-------- DATASET EXCERPTS --------

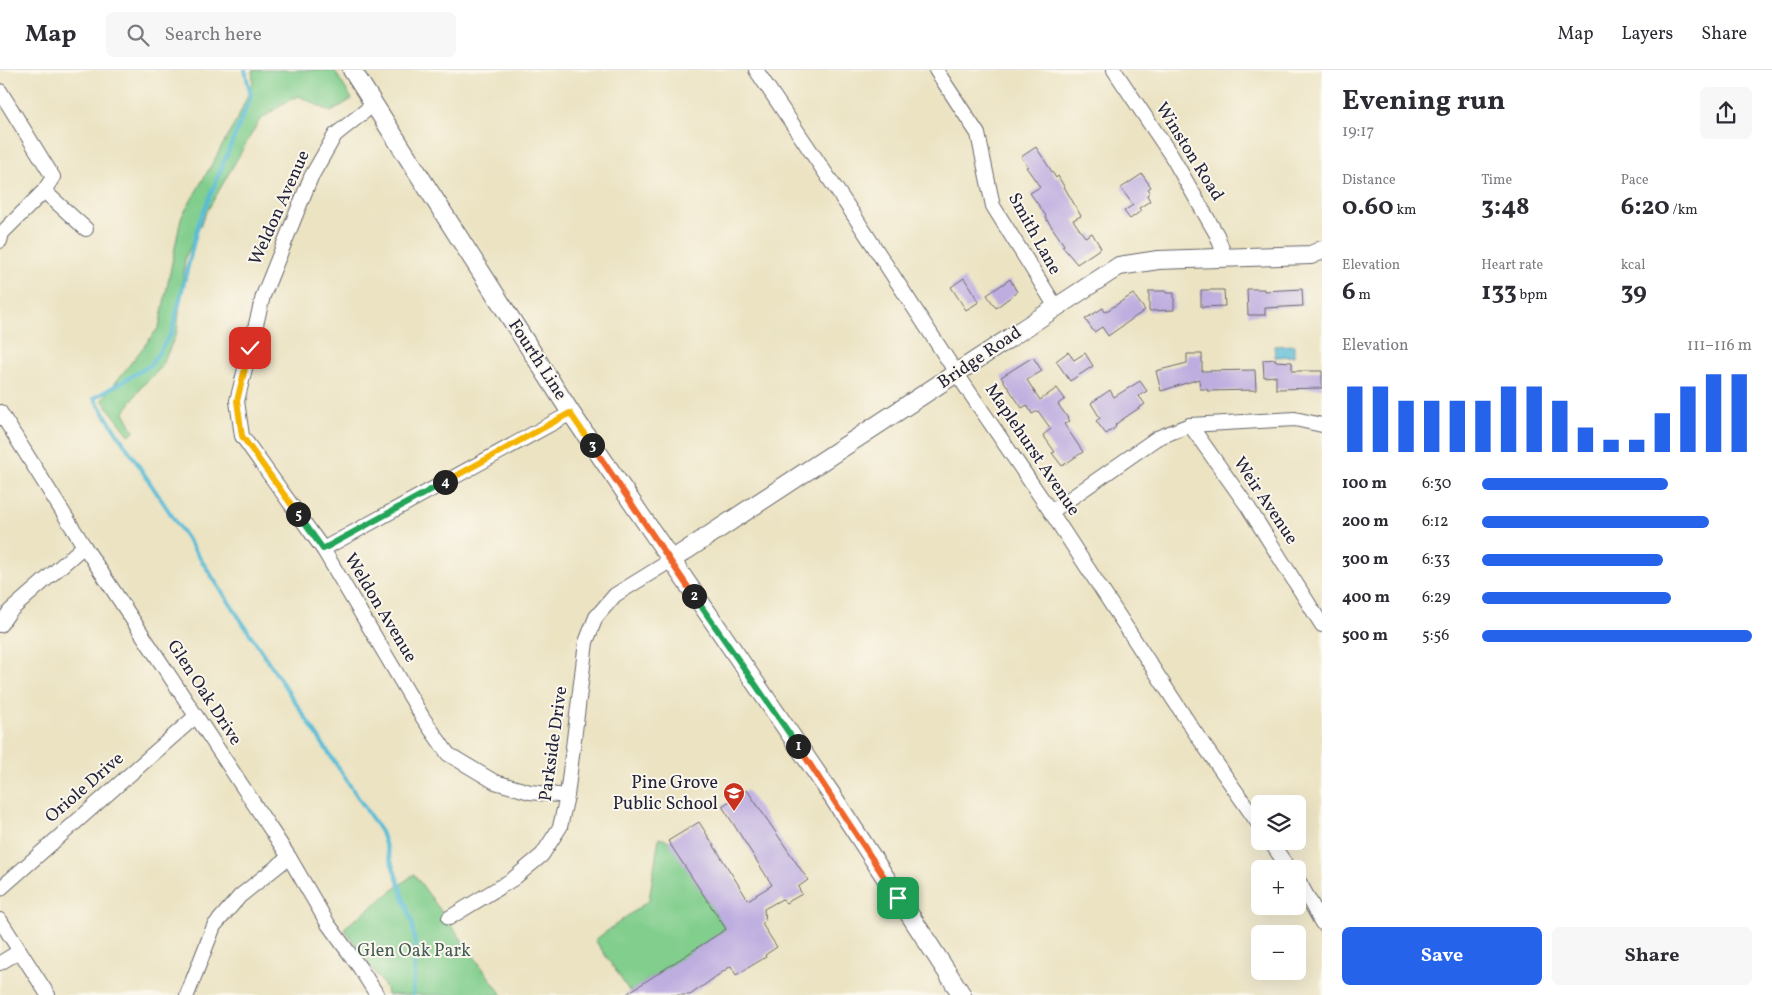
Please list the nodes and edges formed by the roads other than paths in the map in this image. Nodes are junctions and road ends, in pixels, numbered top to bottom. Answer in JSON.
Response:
{"nodes":[{"id":1,"x":352,"y":70,"type":"edge"},
{"id":2,"x":756,"y":70,"type":"edge"},
{"id":3,"x":936,"y":70,"type":"edge"},
{"id":4,"x":1114,"y":70,"type":"edge"},
{"id":5,"x":0,"y":91,"type":"edge"},
{"id":6,"x":374,"y":104,"type":"junction"},
{"id":7,"x":44,"y":191,"type":"junction"},
{"id":8,"x":86,"y":229,"type":"dead end"},
{"id":9,"x":0,"y":241,"type":"edge"},
{"id":10,"x":1322,"y":250,"type":"edge"},
{"id":11,"x":1225,"y":257,"type":"junction"},
{"id":12,"x":1056,"y":307,"type":"junction"},
{"id":13,"x":957,"y":374,"type":"junction"},
{"id":14,"x":0,"y":412,"type":"edge"},
{"id":15,"x":570,"y":413,"type":"junction"},
{"id":16,"x":1190,"y":424,"type":"junction"},
{"id":17,"x":1322,"y":425,"type":"edge"},
{"id":18,"x":1051,"y":512,"type":"junction"},
{"id":19,"x":84,"y":546,"type":"junction"},
{"id":20,"x":323,"y":549,"type":"junction"},
{"id":21,"x":670,"y":561,"type":"junction"},
{"id":22,"x":0,"y":625,"type":"edge"},
{"id":23,"x":1322,"y":625,"type":"edge"},
{"id":24,"x":196,"y":716,"type":"junction"},
{"id":25,"x":567,"y":796,"type":"junction"},
{"id":26,"x":1251,"y":813,"type":"edge"},
{"id":27,"x":289,"y":857,"type":"junction"},
{"id":28,"x":0,"y":889,"type":"edge"},
{"id":29,"x":1306,"y":895,"type":"edge"},
{"id":30,"x":449,"y":918,"type":"dead end"},
{"id":31,"x":0,"y":920,"type":"edge"},
{"id":32,"x":1322,"y":924,"type":"edge"},
{"id":33,"x":20,"y":951,"type":"junction"},
{"id":34,"x":0,"y":963,"type":"edge"},
{"id":35,"x":956,"y":993,"type":"edge"},
{"id":36,"x":48,"y":995,"type":"edge"},
{"id":37,"x":187,"y":995,"type":"edge"},
{"id":38,"x":377,"y":995,"type":"edge"}],
"edges":[{"from":1,"to":6,"type":"street","name":"Fourth Line"},
{"from":2,"to":13,"type":"street","name":"Maplehurst Avenue"},
{"from":3,"to":12,"type":"street","name":"Smith Lane"},
{"from":4,"to":11,"type":"street","name":"Winston Road"},
{"from":5,"to":7,"type":"street"},
{"from":6,"to":15,"type":"street","name":"Fourth Line"},
{"from":6,"to":20,"type":"street","name":"Weldon Avenue"},
{"from":7,"to":8,"type":"street"},
{"from":7,"to":9,"type":"street"},
{"from":10,"to":11,"type":"street","name":"Bridge Road"},
{"from":11,"to":12,"type":"street","name":"Bridge Road"},
{"from":12,"to":13,"type":"street","name":"Bridge Road"},
{"from":13,"to":18,"type":"street","name":"Maplehurst Avenue"},
{"from":13,"to":21,"type":"street","name":"Bridge Road"},
{"from":14,"to":19,"type":"street","name":"Glen Oak Drive"},
{"from":15,"to":20,"type":"street"},
{"from":15,"to":21,"type":"street","name":"Fourth Line"},
{"from":16,"to":17,"type":"street"},
{"from":16,"to":18,"type":"street"},
{"from":16,"to":23,"type":"street","name":"Weir Avenue"},
{"from":18,"to":26,"type":"street","name":"Maplehurst Avenue"},
{"from":19,"to":22,"type":"street"},
{"from":19,"to":24,"type":"street","name":"Glen Oak Drive"},
{"from":20,"to":25,"type":"street","name":"Weldon Avenue"},
{"from":21,"to":25,"type":"street","name":"Parkside Drive"},
{"from":21,"to":35,"type":"street","name":"Fourth Line"},
{"from":24,"to":27,"type":"street","name":"Glen Oak Drive"},
{"from":24,"to":28,"type":"street","name":"Oriole Drive"},
{"from":25,"to":30,"type":"street","name":"Parkside Drive"},
{"from":27,"to":37,"type":"street"},
{"from":27,"to":38,"type":"street","name":"Glen Oak Drive"},
{"from":29,"to":32,"type":"street"},
{"from":31,"to":33,"type":"street"},
{"from":33,"to":34,"type":"street"},
{"from":33,"to":36,"type":"street"}]}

--------

● TASK TO CARRY OUT: Transcribe each entry precisely as given, leaving the pictures out.

● PROBLEM SOLUTION:
Please list the nodes and edges formed by the roads other than paths in the map in this image. Nodes are junctions and road ends, in pixels, numbered top to bottom. Answer in JSON.
Response:
{"nodes":[{"id":1,"x":352,"y":70,"type":"edge"},
{"id":2,"x":756,"y":70,"type":"edge"},
{"id":3,"x":936,"y":70,"type":"edge"},
{"id":4,"x":1114,"y":70,"type":"edge"},
{"id":5,"x":0,"y":91,"type":"edge"},
{"id":6,"x":374,"y":104,"type":"junction"},
{"id":7,"x":44,"y":191,"type":"junction"},
{"id":8,"x":86,"y":229,"type":"dead end"},
{"id":9,"x":0,"y":241,"type":"edge"},
{"id":10,"x":1322,"y":250,"type":"edge"},
{"id":11,"x":1225,"y":257,"type":"junction"},
{"id":12,"x":1056,"y":307,"type":"junction"},
{"id":13,"x":957,"y":374,"type":"junction"},
{"id":14,"x":0,"y":412,"type":"edge"},
{"id":15,"x":570,"y":413,"type":"junction"},
{"id":16,"x":1190,"y":424,"type":"junction"},
{"id":17,"x":1322,"y":425,"type":"edge"},
{"id":18,"x":1051,"y":512,"type":"junction"},
{"id":19,"x":84,"y":546,"type":"junction"},
{"id":20,"x":323,"y":549,"type":"junction"},
{"id":21,"x":670,"y":561,"type":"junction"},
{"id":22,"x":0,"y":625,"type":"edge"},
{"id":23,"x":1322,"y":625,"type":"edge"},
{"id":24,"x":196,"y":716,"type":"junction"},
{"id":25,"x":567,"y":796,"type":"junction"},
{"id":26,"x":1251,"y":813,"type":"edge"},
{"id":27,"x":289,"y":857,"type":"junction"},
{"id":28,"x":0,"y":889,"type":"edge"},
{"id":29,"x":1306,"y":895,"type":"edge"},
{"id":30,"x":449,"y":918,"type":"dead end"},
{"id":31,"x":0,"y":920,"type":"edge"},
{"id":32,"x":1322,"y":924,"type":"edge"},
{"id":33,"x":20,"y":951,"type":"junction"},
{"id":34,"x":0,"y":963,"type":"edge"},
{"id":35,"x":956,"y":993,"type":"edge"},
{"id":36,"x":48,"y":995,"type":"edge"},
{"id":37,"x":187,"y":995,"type":"edge"},
{"id":38,"x":377,"y":995,"type":"edge"}],
"edges":[{"from":1,"to":6,"type":"street","name":"Fourth Line"},
{"from":2,"to":13,"type":"street","name":"Maplehurst Avenue"},
{"from":3,"to":12,"type":"street","name":"Smith Lane"},
{"from":4,"to":11,"type":"street","name":"Winston Road"},
{"from":5,"to":7,"type":"street"},
{"from":6,"to":15,"type":"street","name":"Fourth Line"},
{"from":6,"to":20,"type":"street","name":"Weldon Avenue"},
{"from":7,"to":8,"type":"street"},
{"from":7,"to":9,"type":"street"},
{"from":10,"to":11,"type":"street","name":"Bridge Road"},
{"from":11,"to":12,"type":"street","name":"Bridge Road"},
{"from":12,"to":13,"type":"street","name":"Bridge Road"},
{"from":13,"to":18,"type":"street","name":"Maplehurst Avenue"},
{"from":13,"to":21,"type":"street","name":"Bridge Road"},
{"from":14,"to":19,"type":"street","name":"Glen Oak Drive"},
{"from":15,"to":20,"type":"street"},
{"from":15,"to":21,"type":"street","name":"Fourth Line"},
{"from":16,"to":17,"type":"street"},
{"from":16,"to":18,"type":"street"},
{"from":16,"to":23,"type":"street","name":"Weir Avenue"},
{"from":18,"to":26,"type":"street","name":"Maplehurst Avenue"},
{"from":19,"to":22,"type":"street"},
{"from":19,"to":24,"type":"street","name":"Glen Oak Drive"},
{"from":20,"to":25,"type":"street","name":"Weldon Avenue"},
{"from":21,"to":25,"type":"street","name":"Parkside Drive"},
{"from":21,"to":35,"type":"street","name":"Fourth Line"},
{"from":24,"to":27,"type":"street","name":"Glen Oak Drive"},
{"from":24,"to":28,"type":"street","name":"Oriole Drive"},
{"from":25,"to":30,"type":"street","name":"Parkside Drive"},
{"from":27,"to":37,"type":"street"},
{"from":27,"to":38,"type":"street","name":"Glen Oak Drive"},
{"from":29,"to":32,"type":"street"},
{"from":31,"to":33,"type":"street"},
{"from":33,"to":34,"type":"street"},
{"from":33,"to":36,"type":"street"}]}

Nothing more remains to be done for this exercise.